-- Opening Marker --
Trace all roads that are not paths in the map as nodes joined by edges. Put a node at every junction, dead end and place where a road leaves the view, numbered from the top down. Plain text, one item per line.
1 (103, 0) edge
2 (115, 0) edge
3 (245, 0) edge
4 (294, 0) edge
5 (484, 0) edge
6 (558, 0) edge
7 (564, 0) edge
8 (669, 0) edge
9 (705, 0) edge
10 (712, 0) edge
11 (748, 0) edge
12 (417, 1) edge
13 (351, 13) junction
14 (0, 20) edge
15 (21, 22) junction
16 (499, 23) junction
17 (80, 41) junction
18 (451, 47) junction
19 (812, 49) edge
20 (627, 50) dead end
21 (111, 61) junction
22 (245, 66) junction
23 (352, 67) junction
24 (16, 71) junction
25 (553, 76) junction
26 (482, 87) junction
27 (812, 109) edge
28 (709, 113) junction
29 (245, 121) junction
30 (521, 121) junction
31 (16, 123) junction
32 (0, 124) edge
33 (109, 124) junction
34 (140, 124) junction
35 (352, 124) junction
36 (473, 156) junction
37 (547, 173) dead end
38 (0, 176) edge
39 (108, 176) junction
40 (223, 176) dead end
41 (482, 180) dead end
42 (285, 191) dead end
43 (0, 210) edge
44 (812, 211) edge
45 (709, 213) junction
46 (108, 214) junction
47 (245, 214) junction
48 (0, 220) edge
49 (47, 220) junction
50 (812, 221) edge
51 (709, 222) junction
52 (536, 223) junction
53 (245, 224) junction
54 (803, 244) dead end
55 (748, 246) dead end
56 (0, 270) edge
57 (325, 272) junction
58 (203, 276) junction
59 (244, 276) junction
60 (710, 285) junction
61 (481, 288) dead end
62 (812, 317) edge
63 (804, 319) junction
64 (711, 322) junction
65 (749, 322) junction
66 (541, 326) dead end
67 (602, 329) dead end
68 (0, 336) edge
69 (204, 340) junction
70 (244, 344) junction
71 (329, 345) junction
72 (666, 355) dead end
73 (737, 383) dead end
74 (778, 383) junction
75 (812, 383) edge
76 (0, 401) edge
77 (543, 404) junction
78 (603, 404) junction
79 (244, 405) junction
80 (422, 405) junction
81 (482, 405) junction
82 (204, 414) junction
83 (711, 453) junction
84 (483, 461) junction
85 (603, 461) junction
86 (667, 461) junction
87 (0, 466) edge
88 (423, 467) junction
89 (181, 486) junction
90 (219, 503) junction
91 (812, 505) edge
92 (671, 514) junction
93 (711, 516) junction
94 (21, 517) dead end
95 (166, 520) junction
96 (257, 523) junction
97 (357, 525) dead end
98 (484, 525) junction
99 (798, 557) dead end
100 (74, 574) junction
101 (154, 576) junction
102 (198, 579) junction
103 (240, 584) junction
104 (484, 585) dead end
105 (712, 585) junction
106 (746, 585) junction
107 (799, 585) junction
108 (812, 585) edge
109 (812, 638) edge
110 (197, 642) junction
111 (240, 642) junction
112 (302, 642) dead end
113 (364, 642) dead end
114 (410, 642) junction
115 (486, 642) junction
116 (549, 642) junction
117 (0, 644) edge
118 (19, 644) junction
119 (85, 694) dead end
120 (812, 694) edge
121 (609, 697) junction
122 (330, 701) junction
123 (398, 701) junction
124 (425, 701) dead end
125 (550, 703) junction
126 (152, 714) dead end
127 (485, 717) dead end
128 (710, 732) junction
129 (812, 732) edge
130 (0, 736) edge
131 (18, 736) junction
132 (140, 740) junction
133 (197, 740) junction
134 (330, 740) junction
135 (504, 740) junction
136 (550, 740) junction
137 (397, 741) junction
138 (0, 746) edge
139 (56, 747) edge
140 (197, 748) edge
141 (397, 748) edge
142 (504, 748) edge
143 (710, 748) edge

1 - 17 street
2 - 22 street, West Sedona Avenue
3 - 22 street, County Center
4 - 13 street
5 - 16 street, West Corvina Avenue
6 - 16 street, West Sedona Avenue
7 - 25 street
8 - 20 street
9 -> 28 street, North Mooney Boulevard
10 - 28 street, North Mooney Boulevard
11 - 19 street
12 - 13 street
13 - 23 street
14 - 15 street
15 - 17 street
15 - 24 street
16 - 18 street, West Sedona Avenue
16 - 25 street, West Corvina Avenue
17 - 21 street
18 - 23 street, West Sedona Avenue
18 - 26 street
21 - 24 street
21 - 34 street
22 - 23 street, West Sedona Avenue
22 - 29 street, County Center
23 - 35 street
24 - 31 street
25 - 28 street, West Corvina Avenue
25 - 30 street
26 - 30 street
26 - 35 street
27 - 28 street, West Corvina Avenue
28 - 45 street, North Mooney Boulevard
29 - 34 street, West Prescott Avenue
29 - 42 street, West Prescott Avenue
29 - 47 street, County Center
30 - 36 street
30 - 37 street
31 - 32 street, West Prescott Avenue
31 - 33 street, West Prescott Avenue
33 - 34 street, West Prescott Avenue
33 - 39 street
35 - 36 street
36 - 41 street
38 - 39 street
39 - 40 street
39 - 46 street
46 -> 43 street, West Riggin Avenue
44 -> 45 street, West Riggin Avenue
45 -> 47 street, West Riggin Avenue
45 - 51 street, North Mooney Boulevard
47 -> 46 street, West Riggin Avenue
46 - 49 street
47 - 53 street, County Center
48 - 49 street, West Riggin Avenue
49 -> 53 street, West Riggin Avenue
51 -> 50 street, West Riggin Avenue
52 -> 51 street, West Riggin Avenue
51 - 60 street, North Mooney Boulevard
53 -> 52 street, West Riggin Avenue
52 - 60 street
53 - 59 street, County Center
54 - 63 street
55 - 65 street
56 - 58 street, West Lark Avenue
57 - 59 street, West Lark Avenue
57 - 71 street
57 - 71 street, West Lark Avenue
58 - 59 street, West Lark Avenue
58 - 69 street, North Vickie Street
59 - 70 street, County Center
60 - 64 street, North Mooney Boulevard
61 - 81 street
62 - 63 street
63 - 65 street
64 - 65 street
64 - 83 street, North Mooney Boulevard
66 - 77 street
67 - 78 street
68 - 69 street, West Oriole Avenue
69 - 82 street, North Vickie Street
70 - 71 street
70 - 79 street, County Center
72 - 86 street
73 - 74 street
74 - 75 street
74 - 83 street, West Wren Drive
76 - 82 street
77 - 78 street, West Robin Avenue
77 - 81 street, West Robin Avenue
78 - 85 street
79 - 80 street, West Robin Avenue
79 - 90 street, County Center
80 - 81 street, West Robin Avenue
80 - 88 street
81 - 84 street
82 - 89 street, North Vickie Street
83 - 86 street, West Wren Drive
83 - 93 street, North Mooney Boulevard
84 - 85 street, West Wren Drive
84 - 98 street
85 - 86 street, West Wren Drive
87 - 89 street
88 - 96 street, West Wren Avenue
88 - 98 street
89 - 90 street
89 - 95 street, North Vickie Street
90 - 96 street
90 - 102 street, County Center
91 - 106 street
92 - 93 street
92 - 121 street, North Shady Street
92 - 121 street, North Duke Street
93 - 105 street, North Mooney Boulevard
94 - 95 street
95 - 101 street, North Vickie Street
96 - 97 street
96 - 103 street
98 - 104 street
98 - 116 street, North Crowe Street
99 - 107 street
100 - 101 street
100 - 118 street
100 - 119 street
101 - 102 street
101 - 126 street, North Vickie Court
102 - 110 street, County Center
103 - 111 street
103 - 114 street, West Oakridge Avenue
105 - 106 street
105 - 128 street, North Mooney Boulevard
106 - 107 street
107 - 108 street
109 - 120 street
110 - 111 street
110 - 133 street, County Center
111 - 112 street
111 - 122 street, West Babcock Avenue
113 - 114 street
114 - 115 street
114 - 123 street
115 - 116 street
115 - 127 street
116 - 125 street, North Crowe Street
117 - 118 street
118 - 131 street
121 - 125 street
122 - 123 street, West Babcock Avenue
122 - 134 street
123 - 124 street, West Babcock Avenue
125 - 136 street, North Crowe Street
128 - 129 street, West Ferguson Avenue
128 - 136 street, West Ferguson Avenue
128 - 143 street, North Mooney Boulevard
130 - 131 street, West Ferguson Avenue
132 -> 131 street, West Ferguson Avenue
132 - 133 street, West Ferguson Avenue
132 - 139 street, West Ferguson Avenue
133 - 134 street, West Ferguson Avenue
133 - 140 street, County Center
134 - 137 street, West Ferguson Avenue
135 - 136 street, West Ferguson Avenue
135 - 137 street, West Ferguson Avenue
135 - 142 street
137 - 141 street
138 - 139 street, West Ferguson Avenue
-- Closing Marker --
TASK GOAL: Could you find every line in the records above that has the string "Crowe" and copy it?

EXERCISE ANSWER:
98 - 116 street, North Crowe Street
116 - 125 street, North Crowe Street
125 - 136 street, North Crowe Street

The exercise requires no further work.